MAC Layer Approaches for Mitigating the Spectrum Underutilization Due to Overlapping BSS Problem in WLAN

Abstract

Overlapping basic service set (OBSS) interferences cause significant reductions in the network throughput as seen at the medium access control (MAC) layer. When the frequency bands of multiple OBSSs are partially overlapped, the reduction of throughput are worsened because in addition to the OBSS interference problem there arises the OBSS-induced spectrum underutilization problem which has not been addressed so far. In this paper, two complementary contention-based MAC layer schemes are proposed to solve the OBSS-induced spectrum underutilization problem by setting up a virtual-primary channel for contention. The proposed time-limited (TL) scheme is designed for transmitting long data packets, which is suitable for applications requiring high throughputs. In contrast, the multi-contention (MC) scheme is designed for transmitting short data packets, which is suitable for applications requiring short delays. By efficiently exploiting the OBSS-induced underutilized spectrum, simulation results verify that the proposed TL scheme can increase the throughput greatly and the proposed MC scheme can reduce the delay for short data packets significantly.

Appendix

1.1 Time–Frequency Resource Ratio Analysis

The time–frequency resource is defined as the product of occupied/available time and bandwidth. Then, the time–frequency resource ratio (TFRR) of a MAC protocol can be defined as the ratio between the time–frequency resource needed to transmit some data frames using a direct link and the total time–frequency resource used to transmit these data frames under the MAC protocol.

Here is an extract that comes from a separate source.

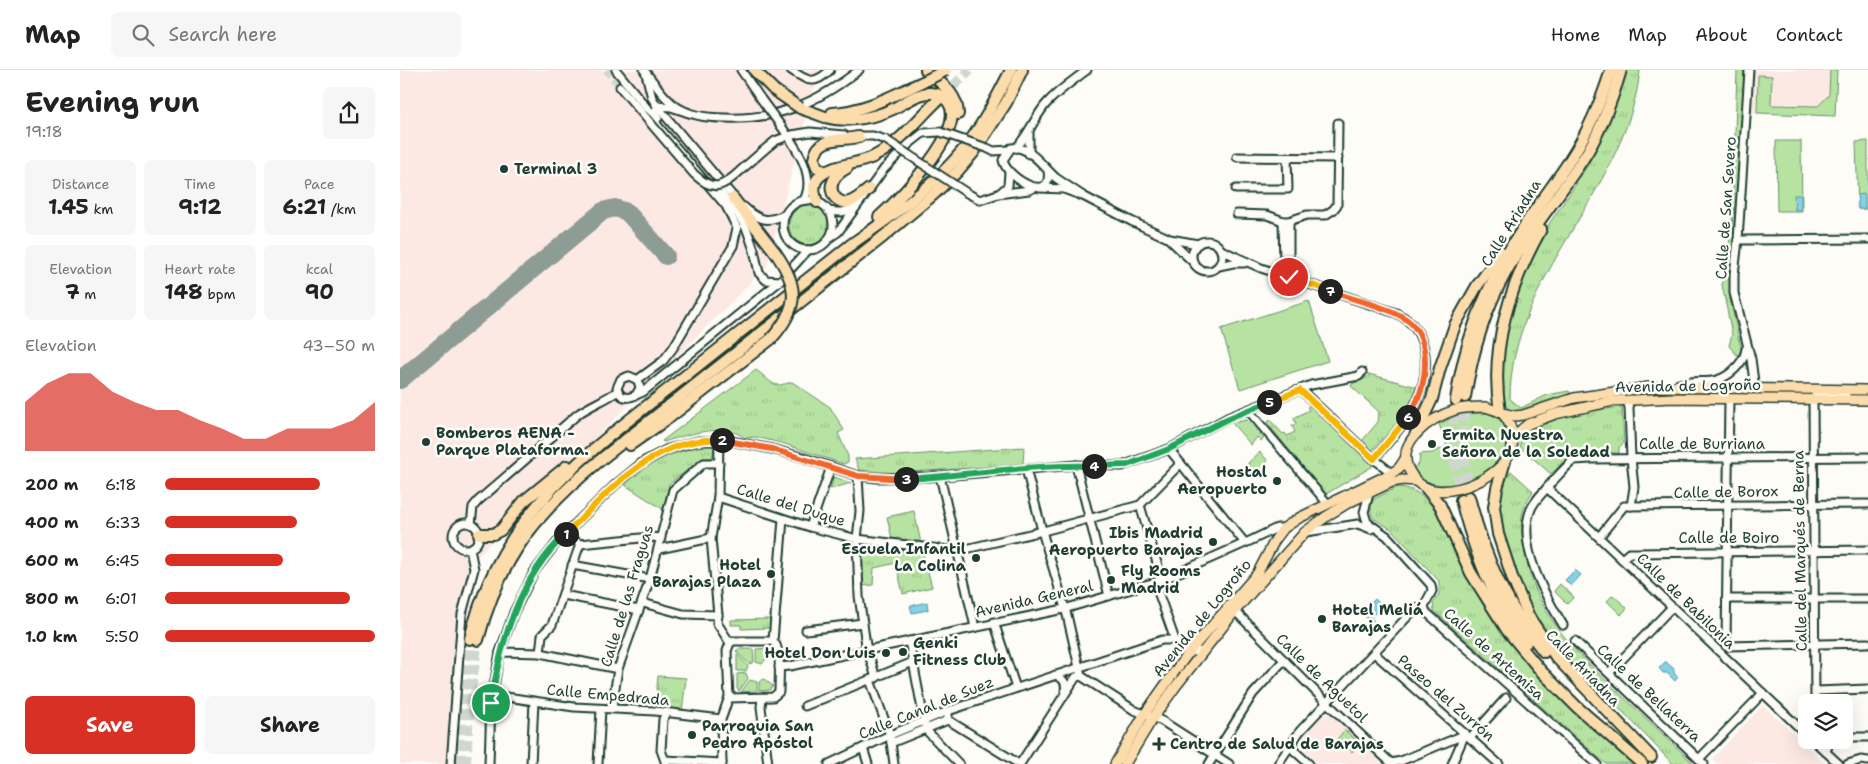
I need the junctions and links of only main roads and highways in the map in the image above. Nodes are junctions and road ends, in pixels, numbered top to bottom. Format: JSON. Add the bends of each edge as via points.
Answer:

1.2 TFRR of 802.11ac Protocol

Assume there are N_S STAs (including AP) contending for the channel access in a BSS and each STA has the same probability to access the channel. If only one data frame is transmitted for each channel access, then M frames are transmitted during a given time when there are M times of successful channel accesses for all STAs in the BSS. Let p_n be the probability that an STA in the BSS is a 20n megahertz capable STA, where n (n = 1, 2, …, N) is the number of 20 MHz channels that the STA can operate on. In 802.11ac, when the available bandwidth in the BSS is 80 MHz, the total number of available channels N is 4. Then, in average, Mp_n data frames are transmitted by the N_Sp_n 20n megahertz capable STAs in the BSS during the given time duration.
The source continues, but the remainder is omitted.